------ Information shown

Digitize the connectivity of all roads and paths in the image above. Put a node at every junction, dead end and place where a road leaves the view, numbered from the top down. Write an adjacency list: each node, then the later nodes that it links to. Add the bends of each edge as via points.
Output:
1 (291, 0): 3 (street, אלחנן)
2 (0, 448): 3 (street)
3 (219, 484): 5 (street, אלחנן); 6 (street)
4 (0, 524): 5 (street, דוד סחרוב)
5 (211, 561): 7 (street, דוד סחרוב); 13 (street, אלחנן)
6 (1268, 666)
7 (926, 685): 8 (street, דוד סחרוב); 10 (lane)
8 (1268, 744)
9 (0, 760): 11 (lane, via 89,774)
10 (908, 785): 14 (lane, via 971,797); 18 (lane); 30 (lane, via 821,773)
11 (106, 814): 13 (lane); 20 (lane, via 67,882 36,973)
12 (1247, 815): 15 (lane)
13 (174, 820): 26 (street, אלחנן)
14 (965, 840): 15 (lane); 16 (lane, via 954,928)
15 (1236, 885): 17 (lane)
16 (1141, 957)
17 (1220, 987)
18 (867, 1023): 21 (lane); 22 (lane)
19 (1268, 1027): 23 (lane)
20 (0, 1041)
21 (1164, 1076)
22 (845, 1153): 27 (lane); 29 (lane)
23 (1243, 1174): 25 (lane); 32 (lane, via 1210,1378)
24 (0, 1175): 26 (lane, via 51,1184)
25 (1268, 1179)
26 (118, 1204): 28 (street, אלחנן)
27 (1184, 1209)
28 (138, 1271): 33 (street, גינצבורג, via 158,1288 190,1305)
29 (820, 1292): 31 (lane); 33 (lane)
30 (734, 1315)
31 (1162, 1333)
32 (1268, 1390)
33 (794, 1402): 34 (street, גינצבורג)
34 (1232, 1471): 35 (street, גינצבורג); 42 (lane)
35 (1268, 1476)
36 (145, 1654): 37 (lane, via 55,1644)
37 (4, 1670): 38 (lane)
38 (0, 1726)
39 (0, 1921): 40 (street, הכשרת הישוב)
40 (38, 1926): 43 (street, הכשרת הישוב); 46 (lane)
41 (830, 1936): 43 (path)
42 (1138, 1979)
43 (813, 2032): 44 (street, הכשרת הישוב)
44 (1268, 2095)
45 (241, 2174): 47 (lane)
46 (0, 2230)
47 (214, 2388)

------------
------ Information shown

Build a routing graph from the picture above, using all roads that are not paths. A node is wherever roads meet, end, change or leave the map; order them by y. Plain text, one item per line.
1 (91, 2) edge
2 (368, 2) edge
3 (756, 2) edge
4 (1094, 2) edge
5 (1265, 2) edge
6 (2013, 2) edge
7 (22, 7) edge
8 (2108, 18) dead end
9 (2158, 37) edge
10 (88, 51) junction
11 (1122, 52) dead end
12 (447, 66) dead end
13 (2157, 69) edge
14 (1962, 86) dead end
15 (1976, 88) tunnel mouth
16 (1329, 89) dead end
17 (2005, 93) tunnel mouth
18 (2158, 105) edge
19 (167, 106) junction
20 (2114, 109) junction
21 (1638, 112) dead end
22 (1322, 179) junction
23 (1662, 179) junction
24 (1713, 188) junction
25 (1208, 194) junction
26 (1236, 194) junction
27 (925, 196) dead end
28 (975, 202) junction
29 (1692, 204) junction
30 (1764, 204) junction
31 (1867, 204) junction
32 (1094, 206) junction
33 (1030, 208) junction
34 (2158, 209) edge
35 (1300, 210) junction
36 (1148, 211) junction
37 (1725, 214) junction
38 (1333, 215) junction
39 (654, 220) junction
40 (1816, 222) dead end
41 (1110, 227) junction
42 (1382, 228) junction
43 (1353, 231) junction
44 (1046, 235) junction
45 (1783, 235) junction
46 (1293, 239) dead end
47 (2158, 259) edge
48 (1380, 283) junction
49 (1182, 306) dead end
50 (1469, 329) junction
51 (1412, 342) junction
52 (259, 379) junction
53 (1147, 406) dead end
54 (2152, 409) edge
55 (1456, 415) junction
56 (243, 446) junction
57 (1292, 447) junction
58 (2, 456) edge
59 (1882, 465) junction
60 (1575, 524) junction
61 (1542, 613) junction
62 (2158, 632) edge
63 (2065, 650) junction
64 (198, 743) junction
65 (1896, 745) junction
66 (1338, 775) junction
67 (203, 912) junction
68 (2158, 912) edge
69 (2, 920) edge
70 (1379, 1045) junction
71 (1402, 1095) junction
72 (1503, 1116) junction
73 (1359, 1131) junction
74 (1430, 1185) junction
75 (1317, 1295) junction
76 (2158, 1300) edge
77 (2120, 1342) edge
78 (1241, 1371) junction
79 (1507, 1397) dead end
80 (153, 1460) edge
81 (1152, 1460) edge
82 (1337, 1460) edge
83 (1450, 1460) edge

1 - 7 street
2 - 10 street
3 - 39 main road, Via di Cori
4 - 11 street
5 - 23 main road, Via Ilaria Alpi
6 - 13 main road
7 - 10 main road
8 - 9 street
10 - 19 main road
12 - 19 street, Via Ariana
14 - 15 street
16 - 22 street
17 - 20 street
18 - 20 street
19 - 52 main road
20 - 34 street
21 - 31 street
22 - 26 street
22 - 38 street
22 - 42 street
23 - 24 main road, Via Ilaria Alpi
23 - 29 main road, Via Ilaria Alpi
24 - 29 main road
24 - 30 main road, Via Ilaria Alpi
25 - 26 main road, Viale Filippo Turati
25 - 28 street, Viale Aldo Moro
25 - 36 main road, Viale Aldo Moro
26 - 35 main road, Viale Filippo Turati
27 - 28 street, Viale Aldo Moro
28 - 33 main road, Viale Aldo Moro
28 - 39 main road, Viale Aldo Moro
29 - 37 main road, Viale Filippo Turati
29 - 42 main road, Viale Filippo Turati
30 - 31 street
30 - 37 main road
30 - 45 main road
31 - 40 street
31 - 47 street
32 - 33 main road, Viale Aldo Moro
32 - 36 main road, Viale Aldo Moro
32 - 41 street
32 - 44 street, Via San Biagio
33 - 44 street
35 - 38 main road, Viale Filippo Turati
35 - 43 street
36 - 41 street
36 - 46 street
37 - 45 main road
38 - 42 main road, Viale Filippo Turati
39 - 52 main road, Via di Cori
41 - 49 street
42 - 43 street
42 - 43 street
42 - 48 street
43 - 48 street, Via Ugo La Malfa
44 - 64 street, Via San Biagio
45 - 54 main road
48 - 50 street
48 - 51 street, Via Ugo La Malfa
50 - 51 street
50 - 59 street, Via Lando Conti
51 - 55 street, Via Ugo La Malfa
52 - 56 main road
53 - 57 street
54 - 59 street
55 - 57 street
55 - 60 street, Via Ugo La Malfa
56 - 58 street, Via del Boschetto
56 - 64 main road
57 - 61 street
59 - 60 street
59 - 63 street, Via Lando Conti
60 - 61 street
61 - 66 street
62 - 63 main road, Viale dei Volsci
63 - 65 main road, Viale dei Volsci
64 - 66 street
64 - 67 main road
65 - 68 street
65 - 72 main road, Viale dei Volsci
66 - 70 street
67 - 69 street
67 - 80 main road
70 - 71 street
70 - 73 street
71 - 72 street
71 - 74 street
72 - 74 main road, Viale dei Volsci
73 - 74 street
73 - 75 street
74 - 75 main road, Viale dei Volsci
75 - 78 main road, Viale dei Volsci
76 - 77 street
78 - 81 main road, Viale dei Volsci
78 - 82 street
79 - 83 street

------------

*Your task*: Each line above where the word "הישוב" occurs should be copied out.

*Task result*:
39 (0, 1921): 40 (street, הכשרת הישוב)
40 (38, 1926): 43 (street, הכשרת הישוב); 46 (lane)
43 (813, 2032): 44 (street, הכשרת הישוב)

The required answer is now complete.